▽

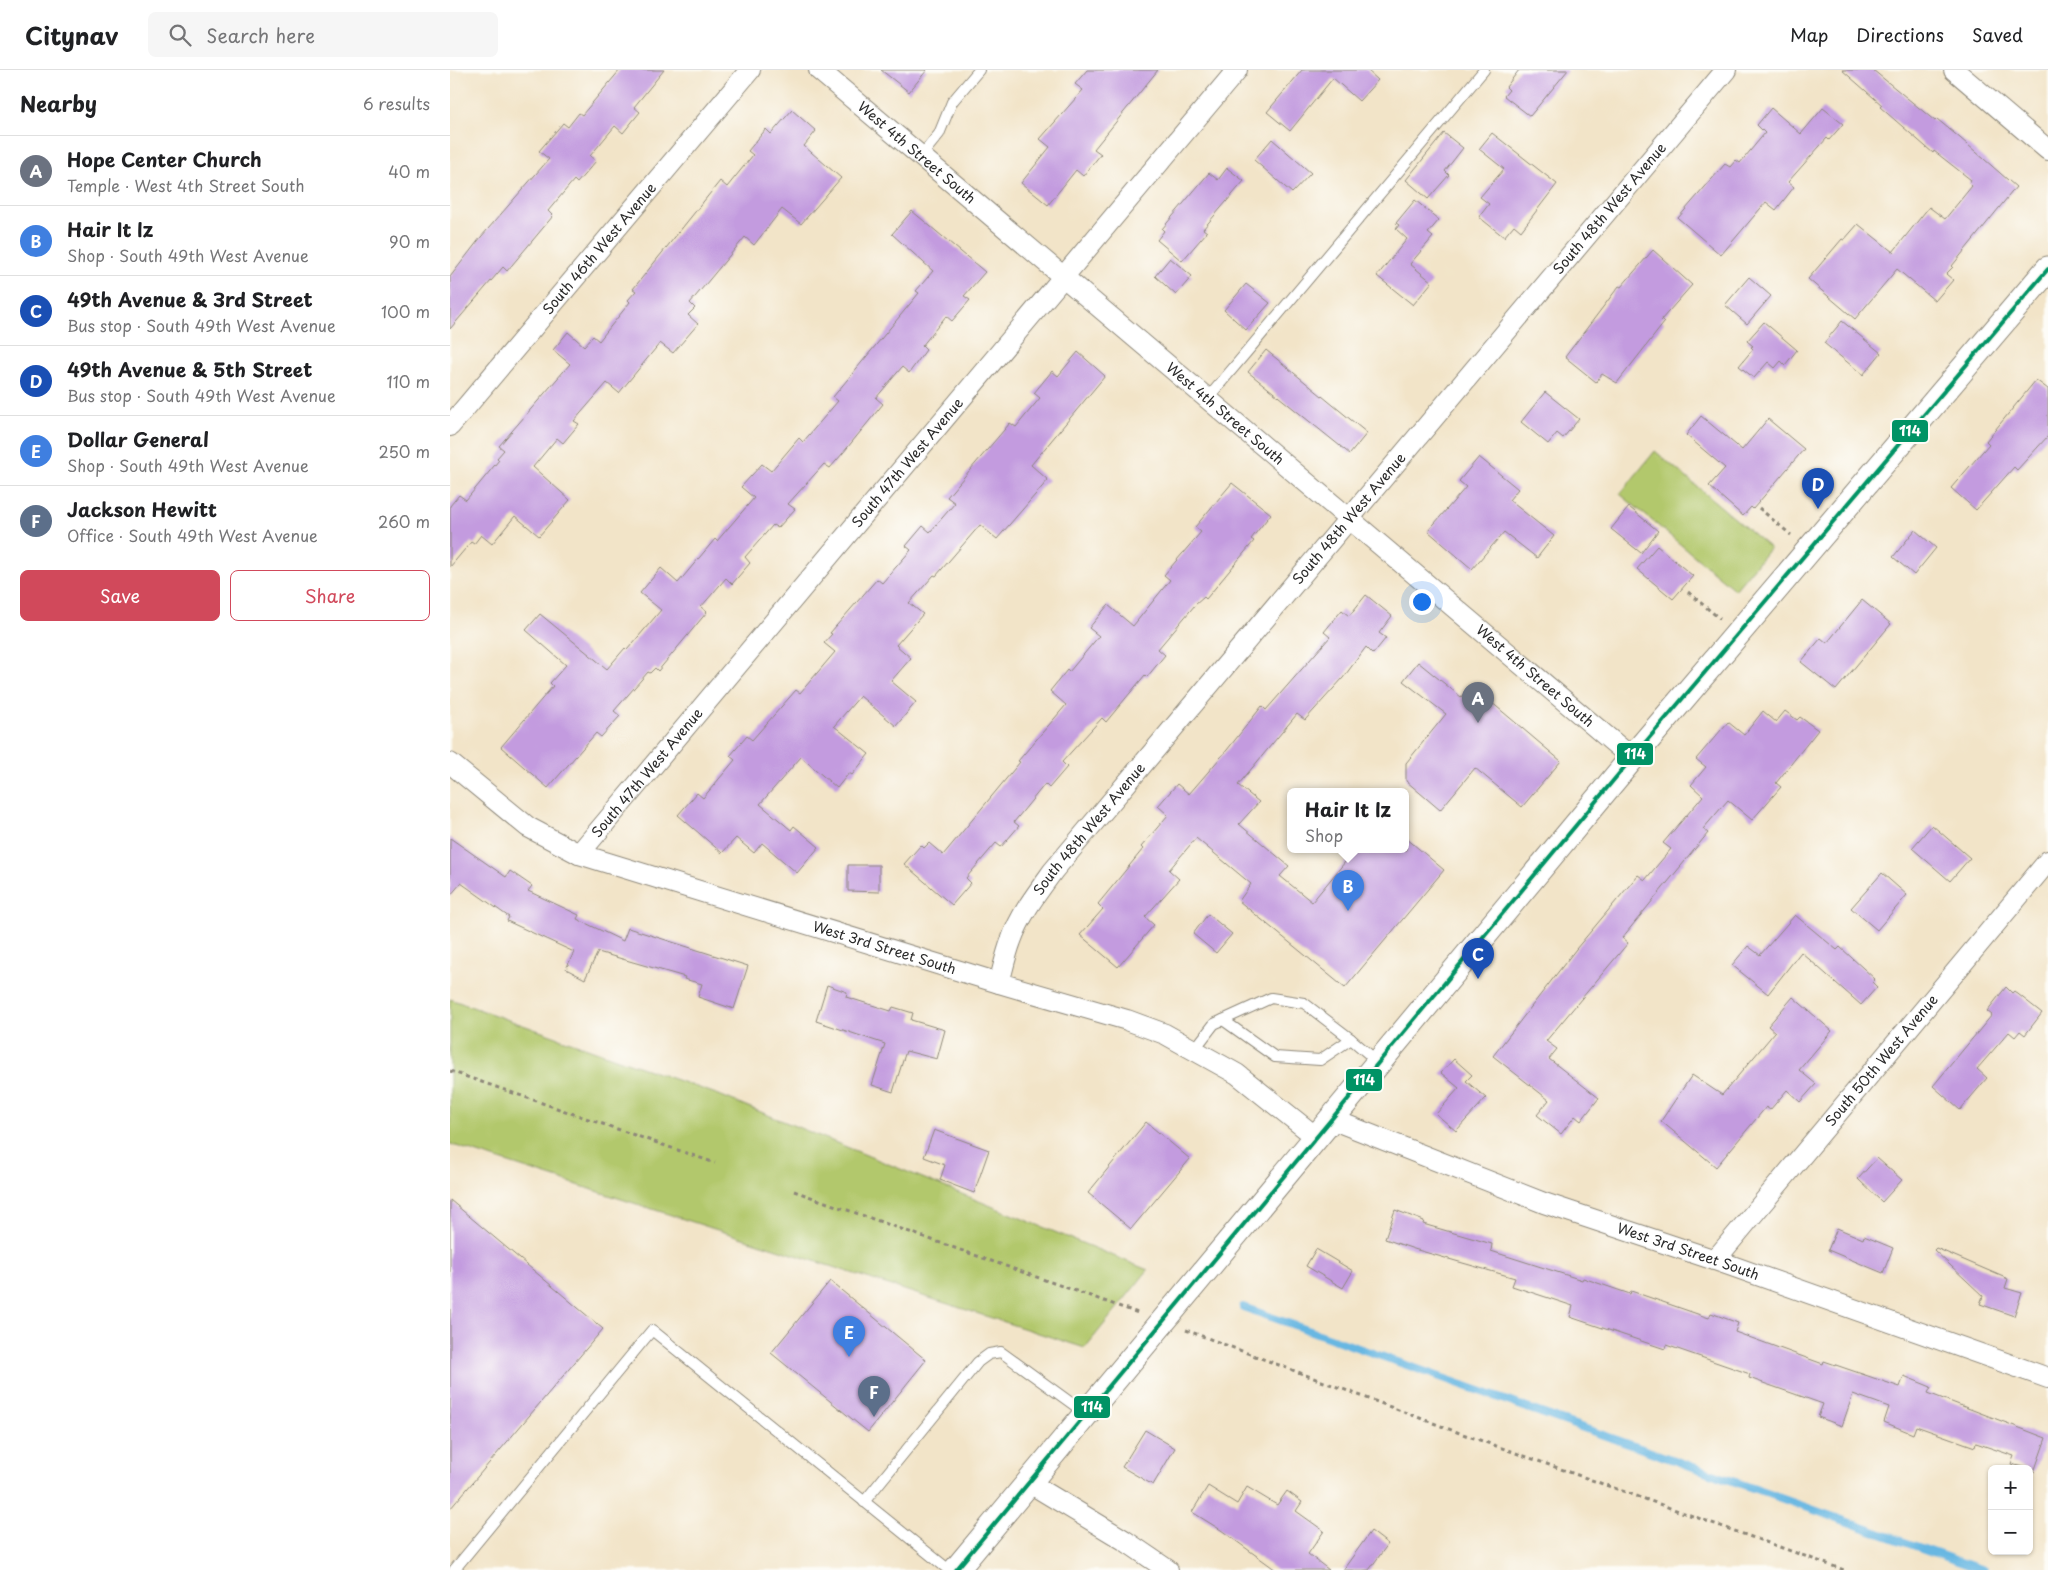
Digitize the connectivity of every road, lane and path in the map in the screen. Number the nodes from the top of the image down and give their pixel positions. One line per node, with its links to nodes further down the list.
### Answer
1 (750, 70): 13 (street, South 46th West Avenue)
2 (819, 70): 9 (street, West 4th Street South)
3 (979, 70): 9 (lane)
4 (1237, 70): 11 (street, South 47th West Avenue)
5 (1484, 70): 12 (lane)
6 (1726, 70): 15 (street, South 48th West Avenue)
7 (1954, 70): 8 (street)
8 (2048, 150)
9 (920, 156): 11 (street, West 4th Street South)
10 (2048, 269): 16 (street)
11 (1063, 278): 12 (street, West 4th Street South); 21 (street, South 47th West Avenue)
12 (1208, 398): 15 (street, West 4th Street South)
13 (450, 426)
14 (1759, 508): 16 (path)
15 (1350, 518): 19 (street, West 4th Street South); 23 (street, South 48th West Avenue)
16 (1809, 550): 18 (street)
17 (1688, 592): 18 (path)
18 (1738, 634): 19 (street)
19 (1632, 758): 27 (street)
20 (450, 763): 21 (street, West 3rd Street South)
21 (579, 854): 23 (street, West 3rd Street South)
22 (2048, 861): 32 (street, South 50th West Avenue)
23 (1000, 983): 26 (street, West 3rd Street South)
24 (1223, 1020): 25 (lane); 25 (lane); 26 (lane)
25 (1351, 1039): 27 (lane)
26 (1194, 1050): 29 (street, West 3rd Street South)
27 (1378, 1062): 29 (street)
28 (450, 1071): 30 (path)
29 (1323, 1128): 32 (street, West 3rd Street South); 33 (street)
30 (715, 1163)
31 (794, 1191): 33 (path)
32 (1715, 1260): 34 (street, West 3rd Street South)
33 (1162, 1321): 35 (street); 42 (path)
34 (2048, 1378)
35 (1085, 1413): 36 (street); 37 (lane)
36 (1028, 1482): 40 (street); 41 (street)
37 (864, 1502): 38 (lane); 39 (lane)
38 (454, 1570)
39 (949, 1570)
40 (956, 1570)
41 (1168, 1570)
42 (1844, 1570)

△

Work to be completed »
Would you write out every record word for word, leaving no picture in?

Result of the task »
Digitize the connectivity of every road, lane and path in the map in the screen. Number the nodes from the top of the image down and give their pixel positions. One line per node, with its links to nodes further down the list.
### Answer
1 (750, 70): 13 (street, South 46th West Avenue)
2 (819, 70): 9 (street, West 4th Street South)
3 (979, 70): 9 (lane)
4 (1237, 70): 11 (street, South 47th West Avenue)
5 (1484, 70): 12 (lane)
6 (1726, 70): 15 (street, South 48th West Avenue)
7 (1954, 70): 8 (street)
8 (2048, 150)
9 (920, 156): 11 (street, West 4th Street South)
10 (2048, 269): 16 (street)
11 (1063, 278): 12 (street, West 4th Street South); 21 (street, South 47th West Avenue)
12 (1208, 398): 15 (street, West 4th Street South)
13 (450, 426)
14 (1759, 508): 16 (path)
15 (1350, 518): 19 (street, West 4th Street South); 23 (street, South 48th West Avenue)
16 (1809, 550): 18 (street)
17 (1688, 592): 18 (path)
18 (1738, 634): 19 (street)
19 (1632, 758): 27 (street)
20 (450, 763): 21 (street, West 3rd Street South)
21 (579, 854): 23 (street, West 3rd Street South)
22 (2048, 861): 32 (street, South 50th West Avenue)
23 (1000, 983): 26 (street, West 3rd Street South)
24 (1223, 1020): 25 (lane); 25 (lane); 26 (lane)
25 (1351, 1039): 27 (lane)
26 (1194, 1050): 29 (street, West 3rd Street South)
27 (1378, 1062): 29 (street)
28 (450, 1071): 30 (path)
29 (1323, 1128): 32 (street, West 3rd Street South); 33 (street)
30 (715, 1163)
31 (794, 1191): 33 (path)
32 (1715, 1260): 34 (street, West 3rd Street South)
33 (1162, 1321): 35 (street); 42 (path)
34 (2048, 1378)
35 (1085, 1413): 36 (street); 37 (lane)
36 (1028, 1482): 40 (street); 41 (street)
37 (864, 1502): 38 (lane); 39 (lane)
38 (454, 1570)
39 (949, 1570)
40 (956, 1570)
41 (1168, 1570)
42 (1844, 1570)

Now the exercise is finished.